Consider that there are totally 3 acceptors ABC. We will use X(n:v,m) to denote the status of acceptor X: proposal n:v is the largest numbered proposal accepted by X where n is the proposal number and v is the value of the proposal, and m is the number of the largest numbered prepare request that X has ever responded.

The following can play out:

1. P1 sends 'prepare 1' to AB
2.  Both AB respond P1 with a promise to not to accept any request numbered smaller than 1.\
    Now the status is: A(-:-,1) B(-:-,1) C(-:-,-)
3.  P1 receives the responses, then gets stuck and runs very slowly
4.  P2 sends 'prepare 100' to AB
5.  Both AB respond P2 with a promise to not to accept any request numbered smaller than 100.
    Now the status is: A(-:-,100) B(-:-,100) C(-:-,-)
6.  P2 receives the responses, chooses a value b and sends 'accept 100:b' to BC   
7.  BC receive and accept the accept request, the status is: A(-:-,100) B(100:b,100) C(100:b,-).
    Note that proposal 100:b has been chosen.
8.  P1 resumes, chooses value a and sends 'accept 1:a' to BC
9.  B doesn't accept it, but C accepts it because C has never promise anything.
    Status is: A(-:-,100) B(100:b,100) C(1:a,-).

This seems to be a major problem, because now the system could forget the decided value and decide on another one, violating the most basic safety property of Paxos. As Micheal points out in his answer, it turns out that this happens because of two ambiguities in the text of Paxos Made Simple. First, on the selection of acceptors for the accept (second) phase (from Paxos Made Simple):

If the proposer receives a response to its prepare requests (numbered n) from a majority of acceptors, then it sends an accept request to each of those acceptors for a proposal numbered n with a value v, where v is the value of the highest-numbered proposal among the responses, or is any value if the responses reported no proposals.

If you follow the letter of this statement, and send the accept messages to the acceptors who responded to your first phase messages, then the problem can’t happen.
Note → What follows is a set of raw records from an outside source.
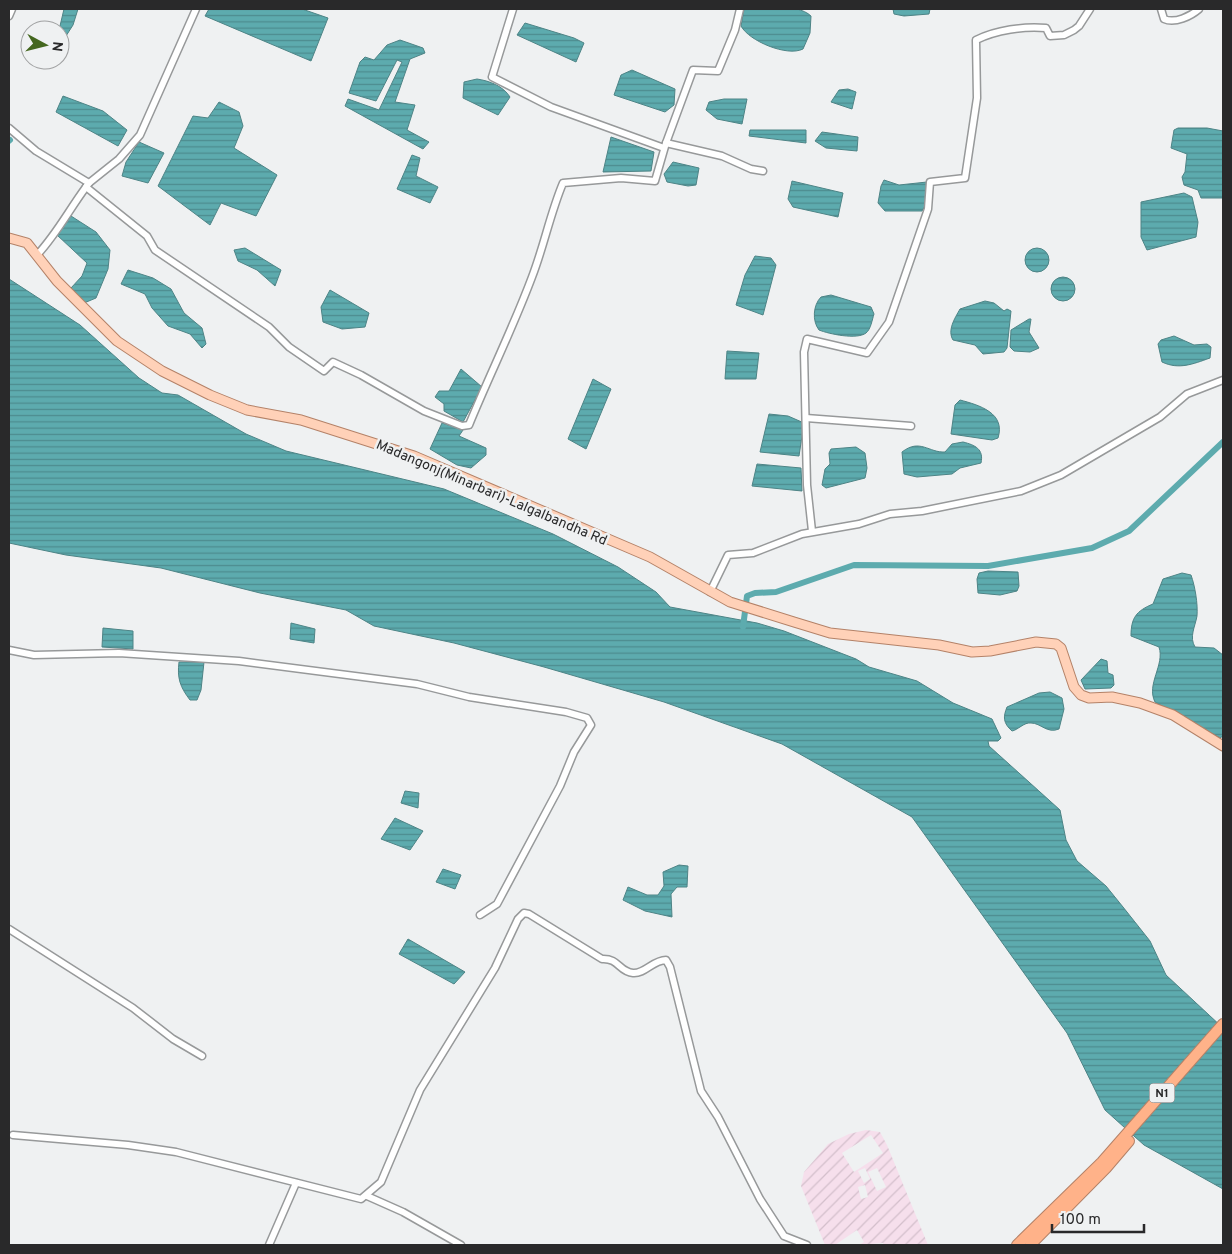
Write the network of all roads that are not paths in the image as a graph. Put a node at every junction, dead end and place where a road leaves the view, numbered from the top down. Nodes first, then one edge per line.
1 (12, 9) edge
2 (196, 9) edge
3 (513, 9) edge
4 (740, 9) edge
5 (1090, 9) edge
6 (1161, 9) edge
7 (1199, 9) edge
8 (9, 16) edge
9 (9, 128) edge
10 (665, 146) junction
11 (762, 171) dead end
12 (87, 185) junction
13 (9, 238) edge
14 (37, 255) junction
15 (1223, 380) edge
16 (806, 418) junction
17 (911, 426) dead end
18 (812, 531) junction
19 (710, 592) junction
20 (9, 650) edge
21 (1223, 744) edge
22 (480, 915) dead end
23 (9, 929) edge
24 (1223, 1024) edge
25 (1223, 1034) edge
26 (202, 1056) dead end
27 (13, 1135) dead end
28 (1104, 1165) junction
29 (296, 1183) junction
30 (367, 1196) junction
31 (270, 1245) edge
32 (461, 1245) edge
33 (807, 1245) edge
34 (1017, 1245) edge
35 (1030, 1245) edge

1 - 8 street
2 - 12 street
3 - 10 street
4 - 10 street
5 - 16 street
6 - 7 street
9 - 12 street
10 - 11 street
10 - 12 street
12 - 14 street
13 - 14 main road, Madangonj(Minarbari)-Lalgalbandha Rd
14 - 19 main road, Madangonj(Minarbari)-Lalgalbandha Rd
15 - 18 street
16 - 17 street
16 - 18 street
18 - 19 street
19 - 21 main road, Madangonj(Minarbari)-Lalgalbandha Rd
20 - 22 street
23 - 26 street
24 - 28 highway, N1
25 - 28 highway, N1
27 - 29 street
28 - 34 highway, N1
28 - 35 highway, N1
29 - 30 street
29 - 31 street
30 - 32 street
30 - 33 street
Unfortunately, this also makes the algorithm somewhat less robust in practice. Fortunately, there’s another possible fix. Again, from Michael’s answer:

By accepting a value the node is also promising to not accept earlier values.

Lamport doesn’t say this in Paxos Made Simple. Instead, he says:

If an acceptor receives an accept request for a proposal numbered n, it accepts the proposal unless it has already responded to a prepare request having a number greater than n.
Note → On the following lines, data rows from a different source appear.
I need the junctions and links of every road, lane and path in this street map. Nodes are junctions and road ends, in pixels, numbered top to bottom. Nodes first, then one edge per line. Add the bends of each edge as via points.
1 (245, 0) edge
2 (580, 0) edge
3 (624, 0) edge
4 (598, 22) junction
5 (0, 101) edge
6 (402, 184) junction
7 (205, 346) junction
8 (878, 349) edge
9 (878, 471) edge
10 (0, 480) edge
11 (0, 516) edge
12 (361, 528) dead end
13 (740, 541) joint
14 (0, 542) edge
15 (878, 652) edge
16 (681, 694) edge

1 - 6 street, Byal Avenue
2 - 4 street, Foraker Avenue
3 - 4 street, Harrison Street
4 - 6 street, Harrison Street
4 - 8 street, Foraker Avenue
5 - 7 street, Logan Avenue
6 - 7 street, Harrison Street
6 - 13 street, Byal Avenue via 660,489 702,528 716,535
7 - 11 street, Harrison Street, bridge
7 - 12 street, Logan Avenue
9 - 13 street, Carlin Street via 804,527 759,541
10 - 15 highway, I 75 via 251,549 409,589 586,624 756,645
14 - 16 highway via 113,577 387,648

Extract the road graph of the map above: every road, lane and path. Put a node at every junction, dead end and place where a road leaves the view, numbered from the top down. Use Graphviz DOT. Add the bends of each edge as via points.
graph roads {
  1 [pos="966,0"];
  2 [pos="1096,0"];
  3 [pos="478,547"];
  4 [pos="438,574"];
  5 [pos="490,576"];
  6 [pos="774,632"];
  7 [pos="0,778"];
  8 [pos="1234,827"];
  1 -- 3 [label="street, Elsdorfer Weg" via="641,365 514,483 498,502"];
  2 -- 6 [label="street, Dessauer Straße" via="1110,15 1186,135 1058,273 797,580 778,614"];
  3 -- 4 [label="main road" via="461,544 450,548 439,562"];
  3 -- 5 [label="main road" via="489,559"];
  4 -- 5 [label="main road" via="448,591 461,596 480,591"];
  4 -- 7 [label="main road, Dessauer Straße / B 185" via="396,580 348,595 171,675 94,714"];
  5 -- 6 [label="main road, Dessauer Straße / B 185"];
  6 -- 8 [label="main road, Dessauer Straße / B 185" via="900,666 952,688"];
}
So if you don’t quite follow the letter of the text about acceptor selection, and then do follow the text about how acceptors handle accept messages, then you end up with the bug described in the Stack Overflow question. That seems like a narrow case, but I’ll admit that I’ve implemented Paxos incorrectly in this way multiple times. It’s a very easy mistake to make.

Leslie Lamport is one of my technical writing heroes. I re-read some of his papers, like What Good is Temporal Logic? from time to time just because I like the way they are written. Pointing out this ambiguity isn’t criticizing his writing, but rather reminding you about how hard it is to write crisp descriptions of even relatively simple distributed protocols in text. As Lamport himself says:

Prose is not the way to precisely describe algorithms.

That’s a big part of why I like languages like P and TLA+ so much. Not only are they great ways to specify, check, and model algorithms, but they are also great ways to communicate them. If you work with distributed algorithms, I strongly advise picking up one of these languages.

Updates

Thanks for posting this, it’s a super interesting observation! I actually think about this issue a bit differently. Acceptors in Paxos store the “highest proposal accepted” not the “last proposal accepted”.

Footnotes

  1. I was reminded about this excellent exchange by Mahesh Balakrishnan’s recent post Paxos made Abstract., which is well worth reading to give a different perspective on how Paxos works, and one way to think about it from a systems perspective.
  2. There are a lot more correct variants of jury selection for different phases that meet different design goals, as Heidi Howard’s work clearly points out.